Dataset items

= = = = = = =

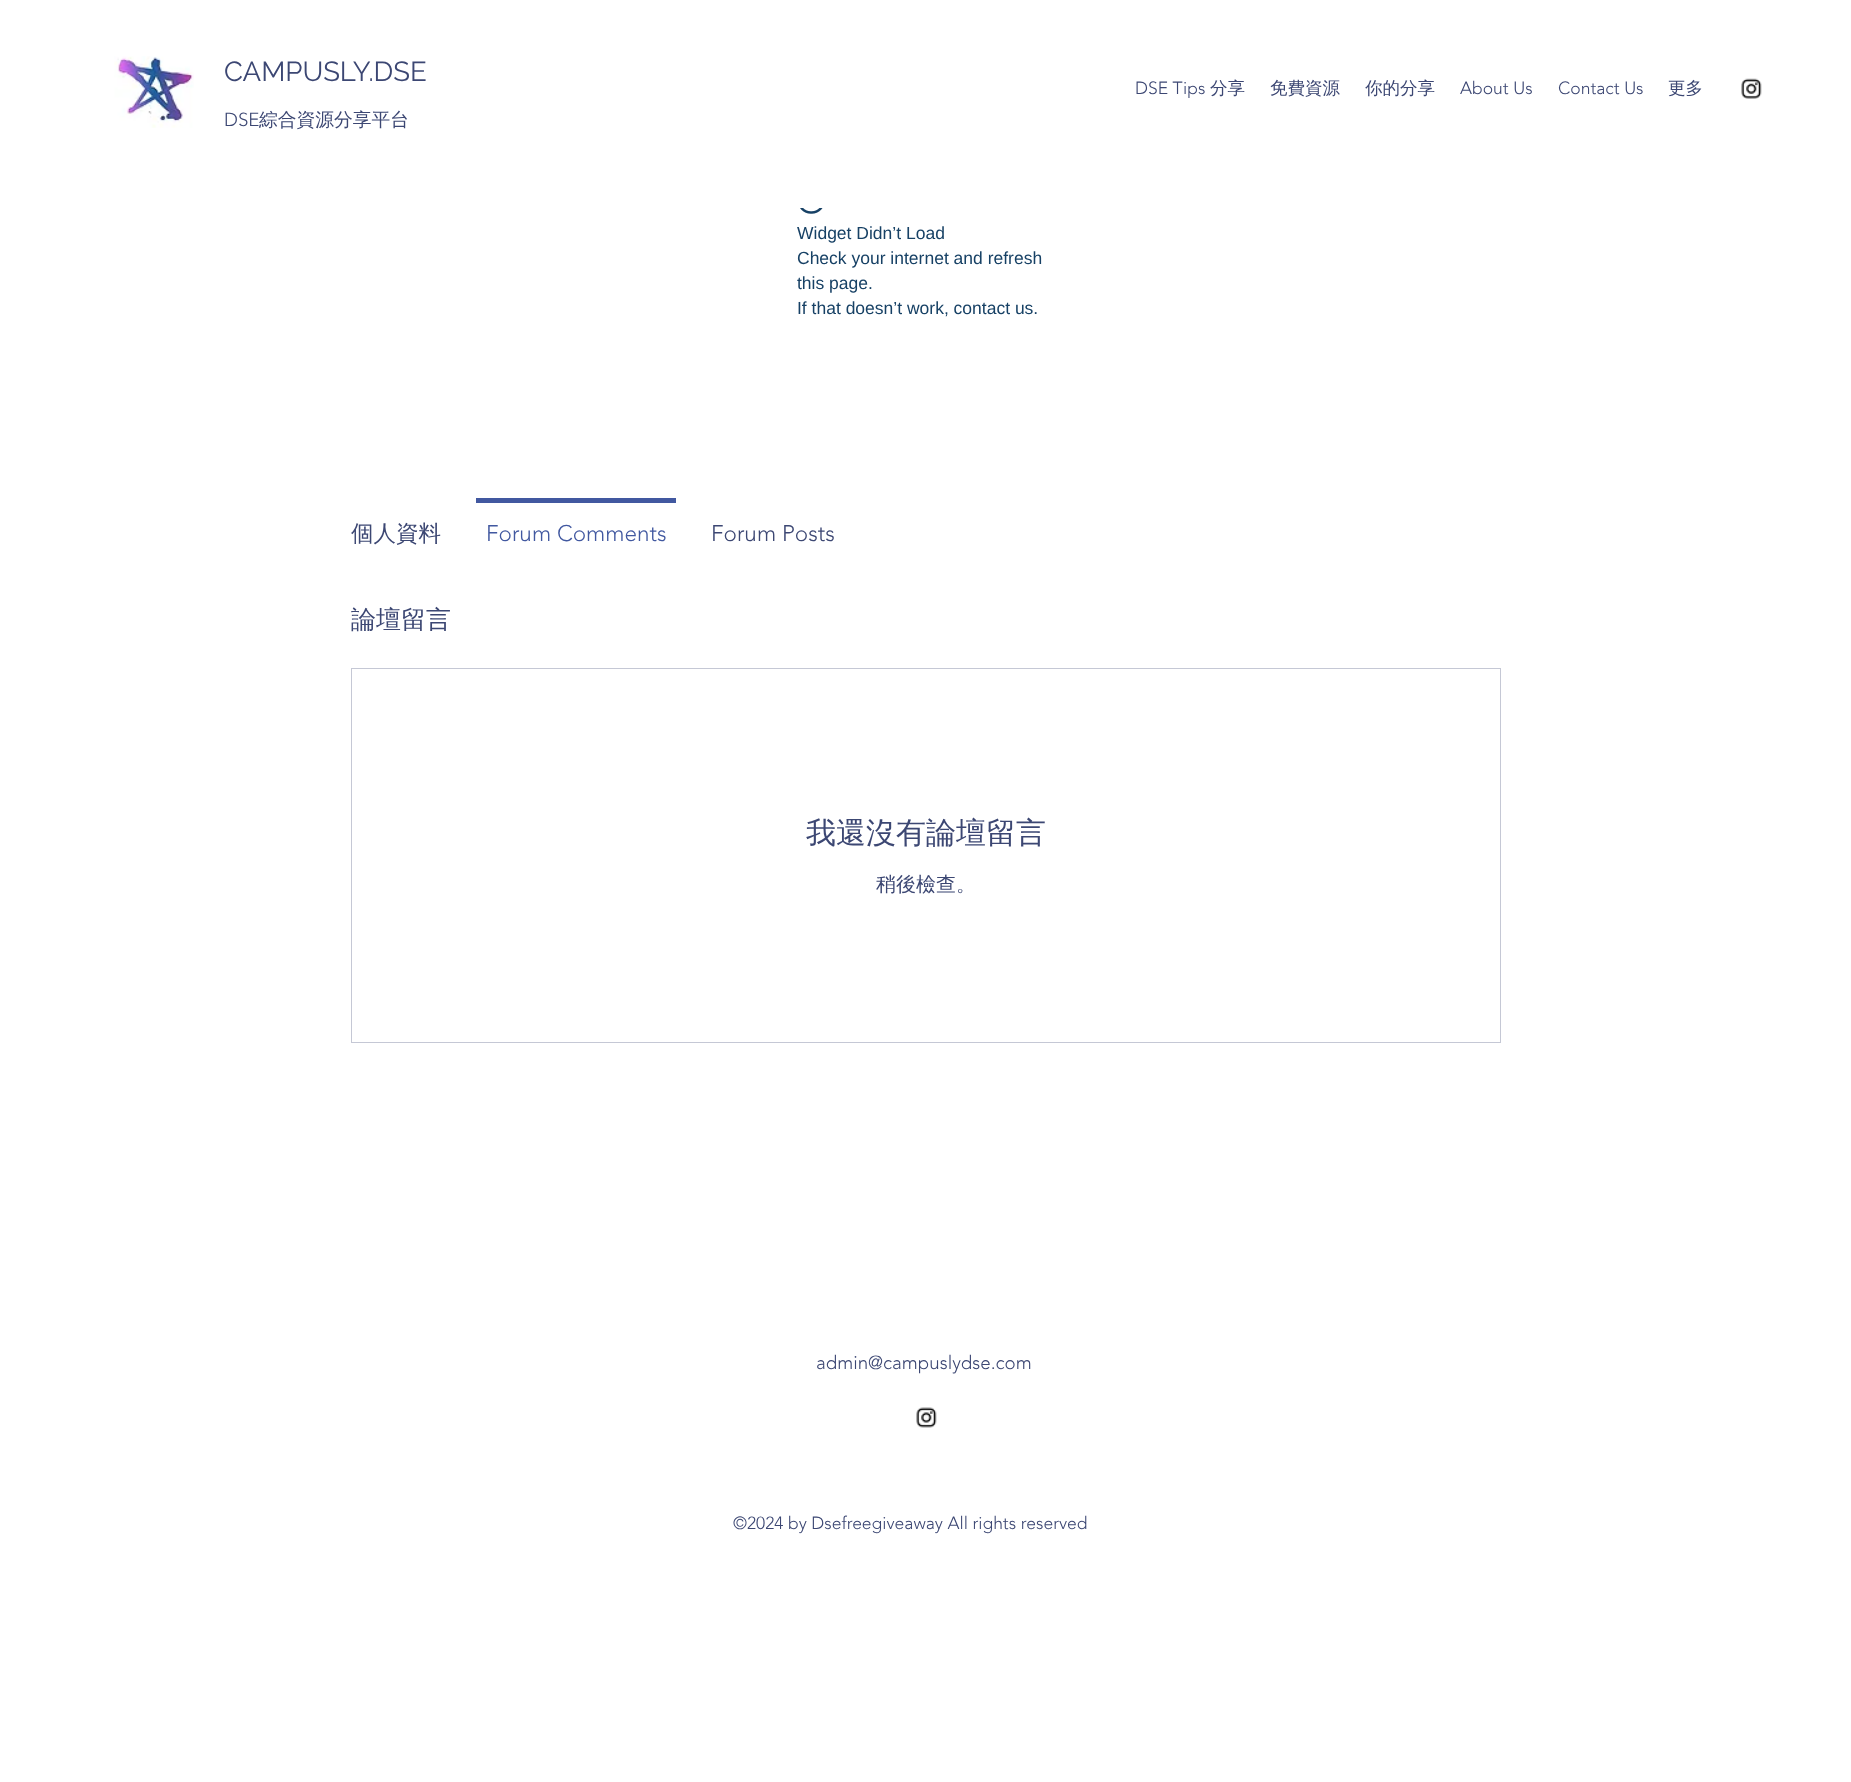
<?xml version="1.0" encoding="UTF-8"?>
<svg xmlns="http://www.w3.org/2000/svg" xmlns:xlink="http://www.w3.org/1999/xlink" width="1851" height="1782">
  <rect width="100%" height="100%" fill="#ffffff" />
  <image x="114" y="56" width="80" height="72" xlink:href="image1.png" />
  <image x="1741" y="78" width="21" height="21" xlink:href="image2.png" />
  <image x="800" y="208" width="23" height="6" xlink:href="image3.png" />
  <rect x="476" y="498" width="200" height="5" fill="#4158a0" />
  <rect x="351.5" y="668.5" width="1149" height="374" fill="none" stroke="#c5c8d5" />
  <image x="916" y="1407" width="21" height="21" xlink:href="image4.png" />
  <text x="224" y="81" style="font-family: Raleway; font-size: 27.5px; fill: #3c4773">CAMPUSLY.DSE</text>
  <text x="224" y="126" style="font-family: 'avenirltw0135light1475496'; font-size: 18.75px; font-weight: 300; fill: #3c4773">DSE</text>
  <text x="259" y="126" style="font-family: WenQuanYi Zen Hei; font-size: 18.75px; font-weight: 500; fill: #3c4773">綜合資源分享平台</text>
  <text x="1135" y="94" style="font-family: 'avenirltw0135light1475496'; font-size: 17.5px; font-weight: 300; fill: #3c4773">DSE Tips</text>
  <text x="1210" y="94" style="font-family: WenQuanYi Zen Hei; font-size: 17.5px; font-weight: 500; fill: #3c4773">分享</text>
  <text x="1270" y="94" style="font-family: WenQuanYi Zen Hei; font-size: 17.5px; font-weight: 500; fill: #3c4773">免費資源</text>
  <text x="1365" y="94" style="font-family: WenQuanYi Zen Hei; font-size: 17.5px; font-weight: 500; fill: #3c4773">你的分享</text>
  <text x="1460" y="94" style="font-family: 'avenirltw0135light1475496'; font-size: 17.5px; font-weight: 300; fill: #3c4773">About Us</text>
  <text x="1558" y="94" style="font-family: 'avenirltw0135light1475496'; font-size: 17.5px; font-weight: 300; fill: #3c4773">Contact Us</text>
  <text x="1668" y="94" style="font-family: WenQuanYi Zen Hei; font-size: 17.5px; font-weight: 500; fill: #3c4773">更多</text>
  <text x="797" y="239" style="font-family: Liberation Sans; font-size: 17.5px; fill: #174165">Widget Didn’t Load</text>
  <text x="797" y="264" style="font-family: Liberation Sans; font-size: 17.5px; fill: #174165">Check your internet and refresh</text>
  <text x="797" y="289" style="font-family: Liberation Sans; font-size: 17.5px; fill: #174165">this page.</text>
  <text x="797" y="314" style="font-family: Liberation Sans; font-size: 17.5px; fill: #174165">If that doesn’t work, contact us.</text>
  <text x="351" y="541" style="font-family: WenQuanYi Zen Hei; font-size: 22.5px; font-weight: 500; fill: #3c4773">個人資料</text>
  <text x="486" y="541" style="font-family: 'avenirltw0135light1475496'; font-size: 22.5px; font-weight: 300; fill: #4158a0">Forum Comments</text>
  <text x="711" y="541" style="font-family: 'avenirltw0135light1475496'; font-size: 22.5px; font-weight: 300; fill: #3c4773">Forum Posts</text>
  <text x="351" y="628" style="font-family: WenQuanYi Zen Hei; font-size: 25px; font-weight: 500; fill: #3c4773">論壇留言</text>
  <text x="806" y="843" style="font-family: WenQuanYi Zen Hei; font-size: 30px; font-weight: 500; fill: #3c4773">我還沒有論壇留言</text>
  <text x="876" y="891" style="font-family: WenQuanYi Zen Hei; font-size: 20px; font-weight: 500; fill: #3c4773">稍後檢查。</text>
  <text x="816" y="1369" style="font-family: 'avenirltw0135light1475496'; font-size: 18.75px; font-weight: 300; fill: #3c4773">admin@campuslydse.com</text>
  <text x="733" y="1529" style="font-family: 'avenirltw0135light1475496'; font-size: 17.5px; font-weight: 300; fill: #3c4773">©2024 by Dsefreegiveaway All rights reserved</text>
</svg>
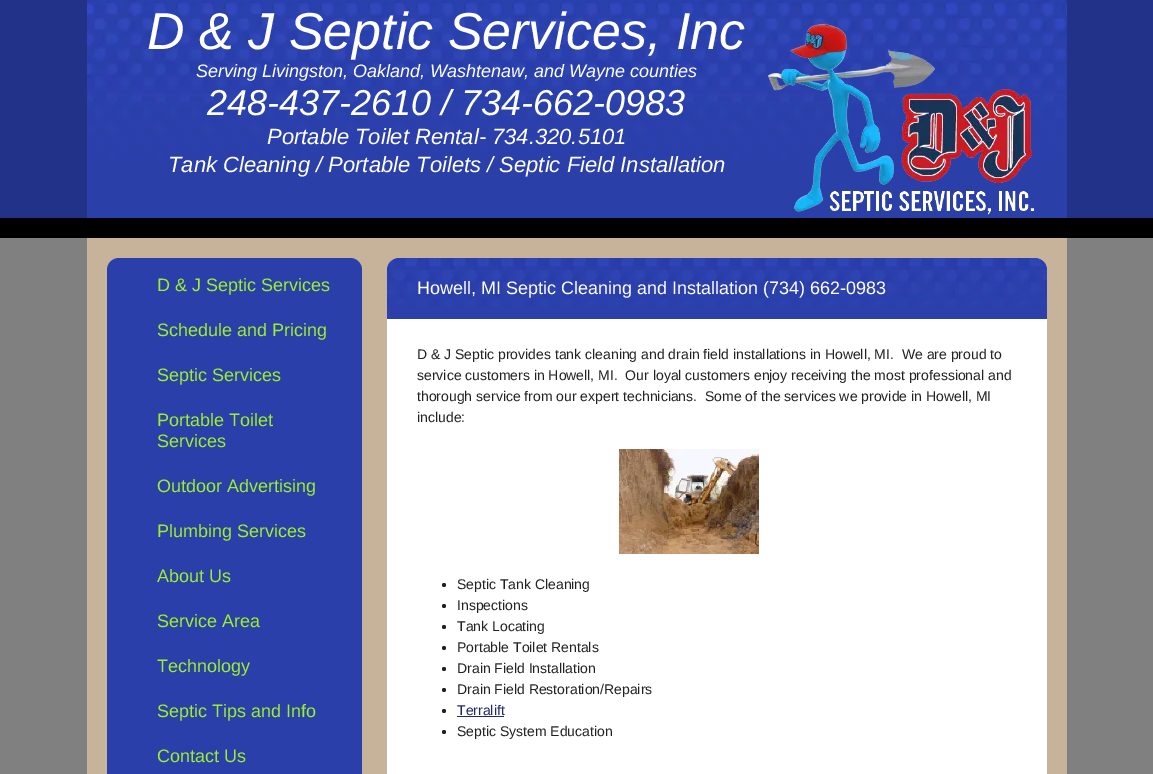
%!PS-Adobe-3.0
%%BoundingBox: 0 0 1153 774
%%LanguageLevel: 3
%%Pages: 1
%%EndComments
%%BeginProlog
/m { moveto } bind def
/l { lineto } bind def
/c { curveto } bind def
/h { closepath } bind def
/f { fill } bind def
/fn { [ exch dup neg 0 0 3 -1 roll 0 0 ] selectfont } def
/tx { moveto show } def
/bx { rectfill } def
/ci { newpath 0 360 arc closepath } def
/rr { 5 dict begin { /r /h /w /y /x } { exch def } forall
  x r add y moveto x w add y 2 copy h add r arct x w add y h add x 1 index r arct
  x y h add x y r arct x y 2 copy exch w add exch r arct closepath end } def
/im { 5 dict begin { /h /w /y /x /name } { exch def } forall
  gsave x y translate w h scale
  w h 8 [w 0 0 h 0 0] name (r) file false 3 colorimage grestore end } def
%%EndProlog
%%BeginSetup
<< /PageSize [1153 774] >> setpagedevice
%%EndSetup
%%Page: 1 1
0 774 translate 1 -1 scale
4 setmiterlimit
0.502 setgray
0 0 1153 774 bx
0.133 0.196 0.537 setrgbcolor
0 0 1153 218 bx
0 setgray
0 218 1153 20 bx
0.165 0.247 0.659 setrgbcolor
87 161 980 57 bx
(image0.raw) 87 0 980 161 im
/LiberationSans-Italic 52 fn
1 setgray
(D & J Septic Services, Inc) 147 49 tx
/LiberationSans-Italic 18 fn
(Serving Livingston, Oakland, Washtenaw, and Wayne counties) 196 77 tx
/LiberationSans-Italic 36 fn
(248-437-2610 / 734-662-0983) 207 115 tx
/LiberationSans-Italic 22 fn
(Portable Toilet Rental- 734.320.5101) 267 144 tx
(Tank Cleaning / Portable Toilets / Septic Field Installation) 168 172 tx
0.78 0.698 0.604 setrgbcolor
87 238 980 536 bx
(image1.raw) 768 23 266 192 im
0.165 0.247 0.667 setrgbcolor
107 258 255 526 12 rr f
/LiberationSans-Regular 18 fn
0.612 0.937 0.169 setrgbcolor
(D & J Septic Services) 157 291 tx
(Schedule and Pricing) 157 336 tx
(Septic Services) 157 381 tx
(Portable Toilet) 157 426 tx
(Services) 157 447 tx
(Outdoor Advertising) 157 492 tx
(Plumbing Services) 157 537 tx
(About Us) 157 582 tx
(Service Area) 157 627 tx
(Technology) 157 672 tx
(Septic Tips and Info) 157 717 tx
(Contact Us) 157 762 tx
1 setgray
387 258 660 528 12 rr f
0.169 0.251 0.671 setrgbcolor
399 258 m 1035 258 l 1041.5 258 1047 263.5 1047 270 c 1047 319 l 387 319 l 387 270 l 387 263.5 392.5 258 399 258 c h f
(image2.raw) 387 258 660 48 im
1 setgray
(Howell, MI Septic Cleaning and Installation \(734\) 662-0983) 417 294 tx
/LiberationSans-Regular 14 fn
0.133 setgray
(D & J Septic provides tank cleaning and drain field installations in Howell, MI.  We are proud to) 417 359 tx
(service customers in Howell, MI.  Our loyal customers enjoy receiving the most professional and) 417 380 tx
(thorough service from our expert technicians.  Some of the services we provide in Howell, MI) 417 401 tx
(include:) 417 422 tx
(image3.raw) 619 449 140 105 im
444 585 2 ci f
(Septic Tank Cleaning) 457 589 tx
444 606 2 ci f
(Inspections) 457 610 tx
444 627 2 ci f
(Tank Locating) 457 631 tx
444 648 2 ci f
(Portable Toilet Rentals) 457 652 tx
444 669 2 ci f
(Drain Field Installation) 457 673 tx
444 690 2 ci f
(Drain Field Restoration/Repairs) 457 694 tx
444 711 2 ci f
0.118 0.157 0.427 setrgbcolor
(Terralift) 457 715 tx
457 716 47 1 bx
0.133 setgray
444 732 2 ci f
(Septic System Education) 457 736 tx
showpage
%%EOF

= = = = = = =

_ABOUT THIS TASK_
Tell how many lines in the records above carry the word "arct". Only the number should appear in the reply.

_ANSWER SPACE_
2